Scarfiotti competed in the 1,000 Kilometres de Paris sports car race in October 1962. He finished third with teammate Colin Davis. The event was won by Pedro Rodríguez and Ricardo Rodríguez driving a Ferrari. Partnered with Lorenzo Bandini, Scarfiotti was victorious in the 24 Hours of Le Mans in June 1963. Their factory Ferrari achieved an average speed of 117.99 miles per hour over a distance of 2832 mi. The victory was worth almost $20,000 in various prize money along with prestige, and gave Ferrari its fourth consecutive Le Mans victory.

In 1965, John Surtees and Scarfiotti shared a Ferrari 330 P2 Spyder which gave the marque a fourth consecutive victory at the 1000km Nürburgring race. They led throughout the 44 laps, posting a winning time of 6 hours, 53 minutes, and 5 seconds, for an average speed of 90.46 mi/h. Scarfiotti and Bandini drove a 2-litre Dino 206 S to second place in the 1966 running of the 1,000 kilometre Nürburgring in which first place went to Phil Hill and Joakim Bonnier driving a 5.4-litre Chevrolet-powered Chaparral. The Dino was 90 seconds behind the Chaparral that debuted the automatic transmission in European competition.

Surtees severed relations with the Ferrari racing team following their decision to replace him with Scarfiotti at the 1966 24 Hours of Le Mans. Scarfiotti would go on to finish 31st, retiring after 123 laps. Scarfiotti joined Mike Parkes in a Ferrari P4 for the 1000 km Spa in May 1967. They finished a lap behind Jacky Ickx and Richard Thompson, who drove a Ford Mirage (race car). The winning team averaged 120.5 mi/h and posted a time of 5 hours, 9 minutes, 46.5 seconds.

Teamed with Mike Parkes, Scarfiotti took the new Ferrari P4 coupe to second place behind the sister car (a P4 spyder) driven by Lorenzo Bandini and Chris Amon at the 24 Hours of Daytona, with Ferrari taking the first three positions. The same result took place at the Monza 1,000 km in April. Scarfiotti, again teamed with Parkes finished second at the 24 Hours of Le Mans, this time behind the Ford Mark IV driven by A.J. Foyt and Dan Gurney. Scarfiotti raced a Ferrari factory car in the September 1967 200-mile Canadian-American Challenge Cup race held on a 2.85 mi course near Bridgehampton, New York. His sponsor was the North American Racing Team of Luigi Chinetti.

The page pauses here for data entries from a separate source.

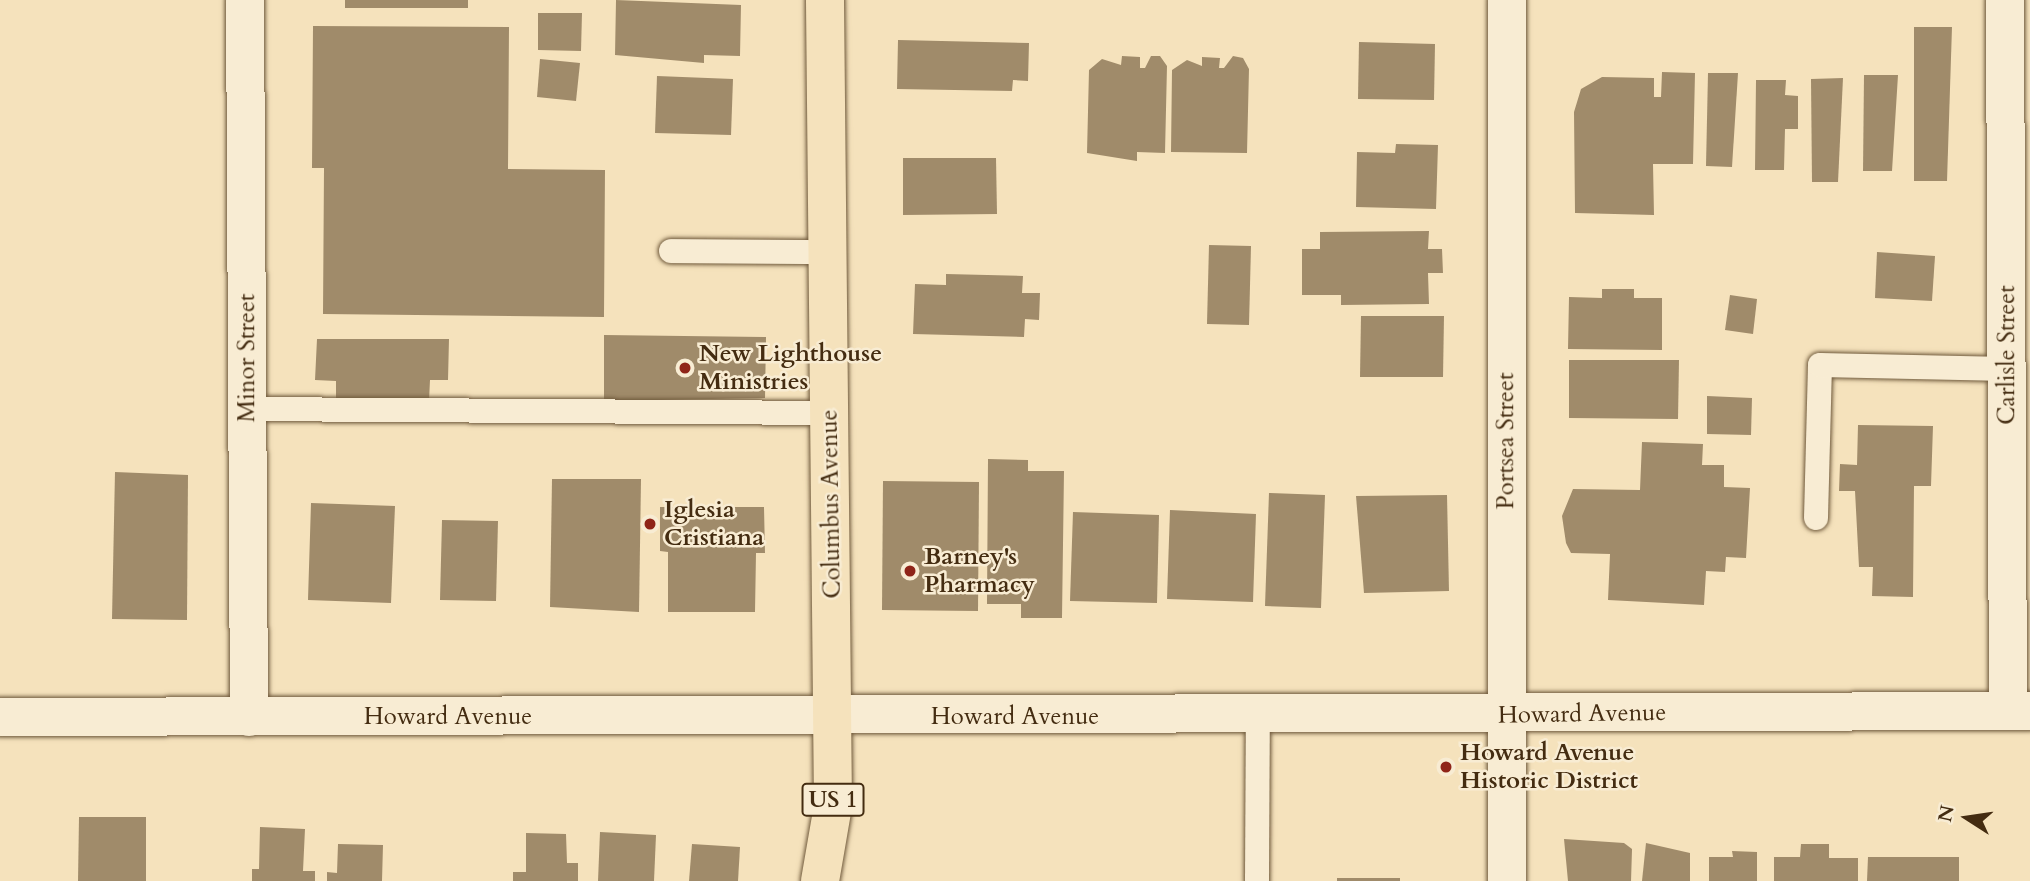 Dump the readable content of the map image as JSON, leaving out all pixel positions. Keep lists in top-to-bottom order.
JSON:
{
  "streets": {
    "main road": ["Columbus Avenue", "US 1"],
    "street": [
      "Carlisle Street",
      "Minor Street",
      "Portsea Street",
      "Howard Avenue"
    ]
  },
  "crossings": [
    ["Carlisle Street", "Howard Avenue"],
    ["Minor Street", "Howard Avenue"],
    ["Portsea Street", "Howard Avenue"],
    ["Columbus Avenue", "Howard Avenue"]
  ],
  "places": [
    "New Lighthouse Ministries",
    "Iglesia Cristiana",
    "Barney's Pharmacy",
    "Howard Avenue Historic District"
  ],
  "north": "left"
} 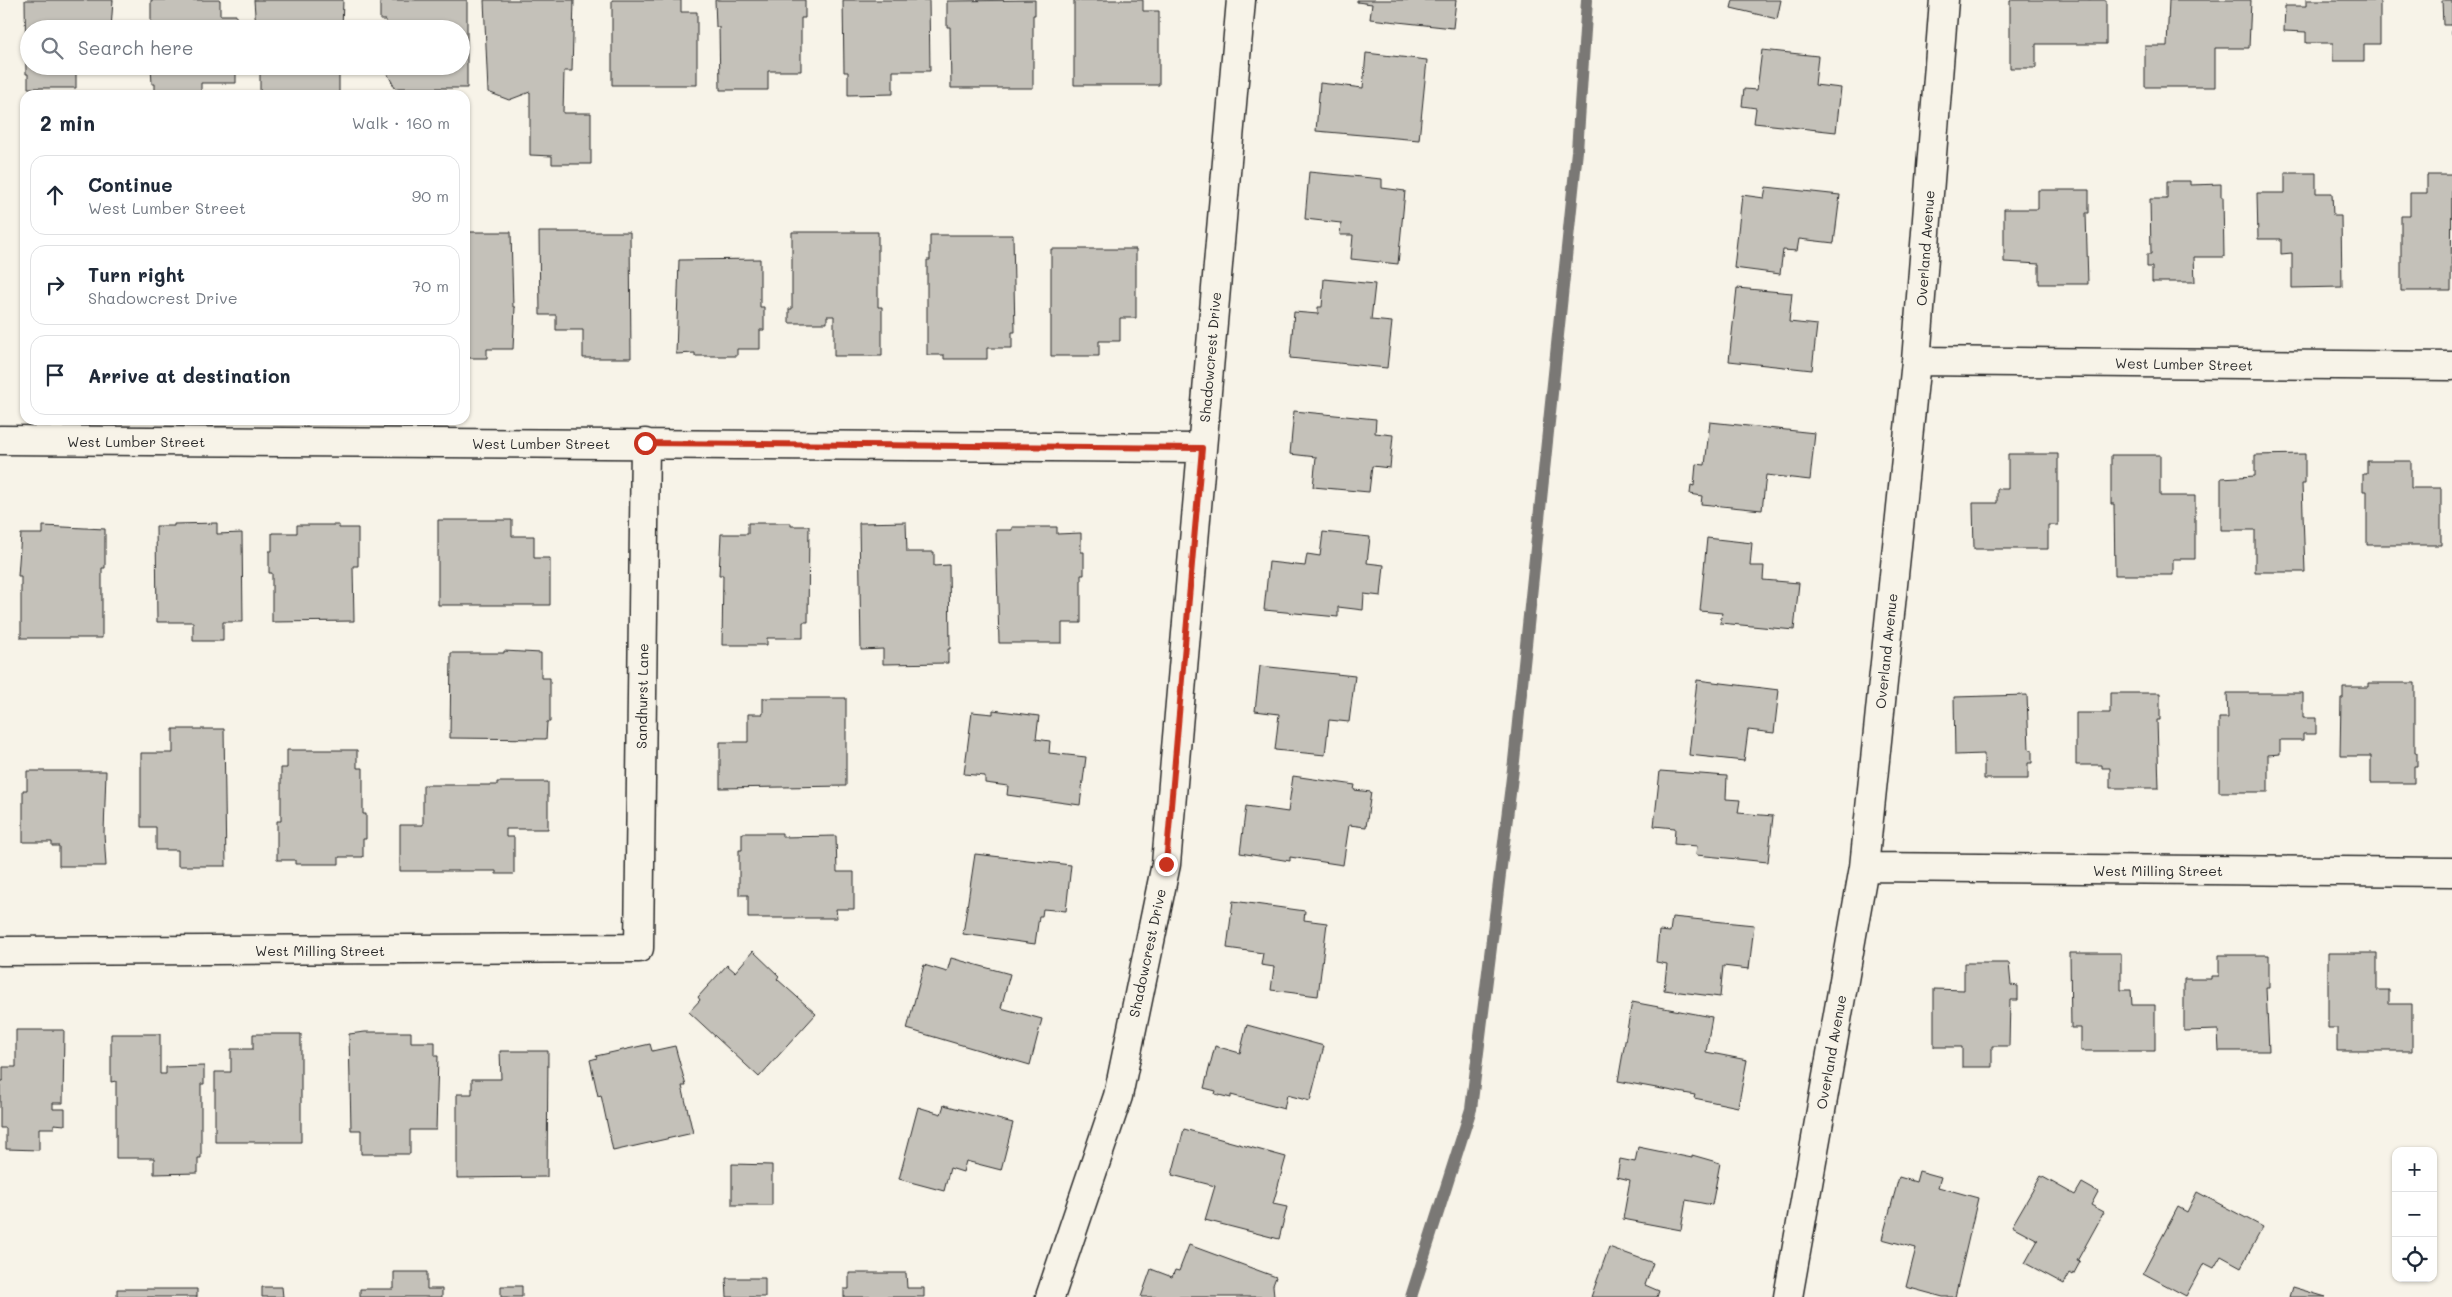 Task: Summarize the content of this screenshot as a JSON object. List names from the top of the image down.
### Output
{
  "streets": {
    "street": [
      "Overland Avenue",
      "Shadowcrest Drive",
      "West Lumber Street",
      "Sandhurst Lane",
      "West Milling Street"
    ]
  },
  "crossings": [
    ["Overland Avenue", "West Lumber Street"],
    ["Overland Avenue", "West Milling Street"],
    ["Shadowcrest Drive", "West Lumber Street"],
    ["West Lumber Street", "Sandhurst Lane"],
    ["Sandhurst Lane", "West Milling Street"]
  ],
  "page": {
    "search": "Search here",
    "heading": ["2 min", "Walk · 160 m"],
    "list": [
      ["Continue", "West Lumber Street", "90 m"],
      ["Turn right", "Shadowcrest Drive", "70 m"],
      "Arrive at destination"
    ],
    "map_buttons": ["+", "−"]
  }
} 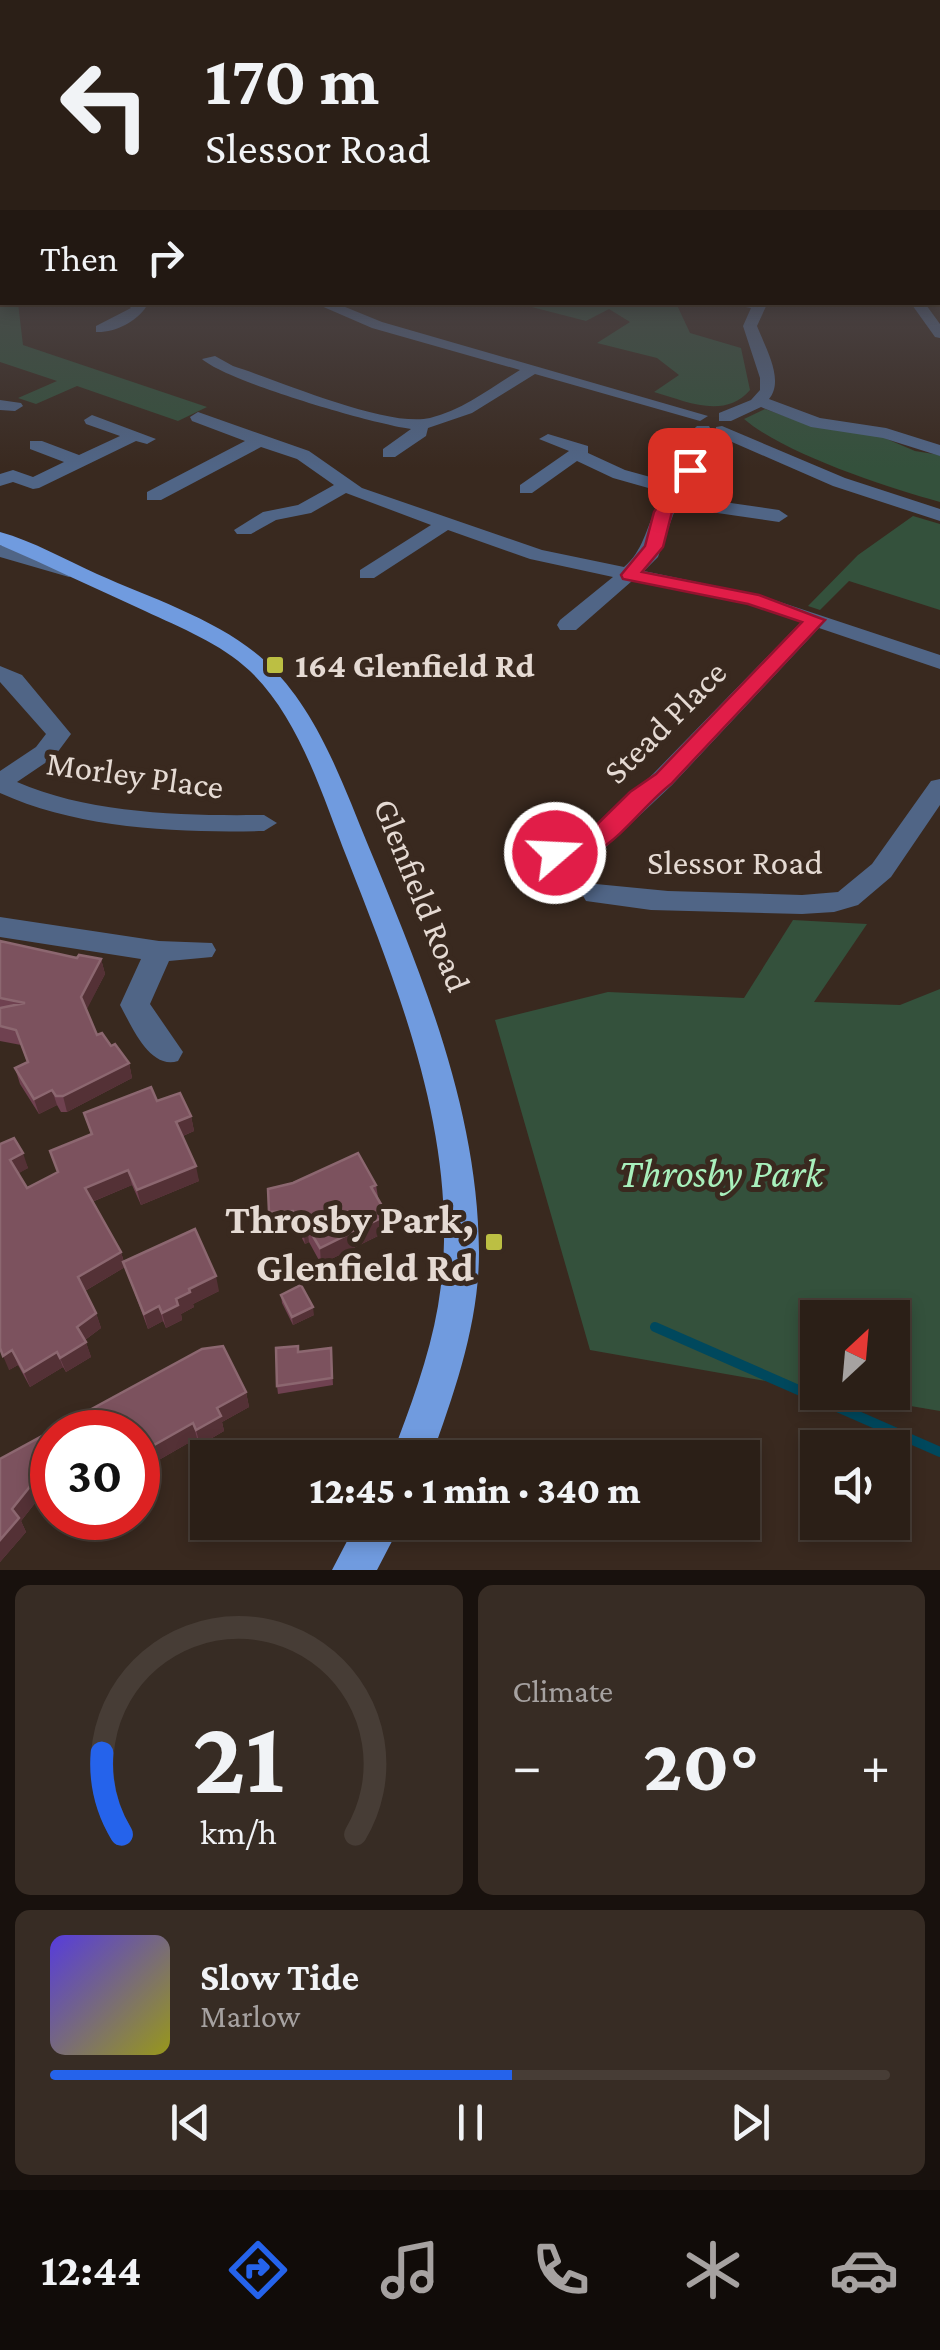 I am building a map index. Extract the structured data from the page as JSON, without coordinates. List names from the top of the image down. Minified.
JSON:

After Günter Klass was killed in July 1967, Ferrari retired the two-litre Dino 206S prototypes that were also used in hillclimbing. After a fast 1967 24 Hours of Le Mans race won by a 7-litre V8-powered Ford ahead of Scarfiotti/Parkes, the big engines were banned for the 1968 WSC season in which prototypes were limited to max 3-litre engines, same size as in F1, but those were designed to last for 300 km, not 1000 km or 24 hours. Ferrari was forced to retire the 4-litre V12 Ferrari P series, and in protest to the rule change, did not enter the 1968 World Sportscar Championship. With the Germans also being active in hillclimbing, Scarfiotti joined Porsche.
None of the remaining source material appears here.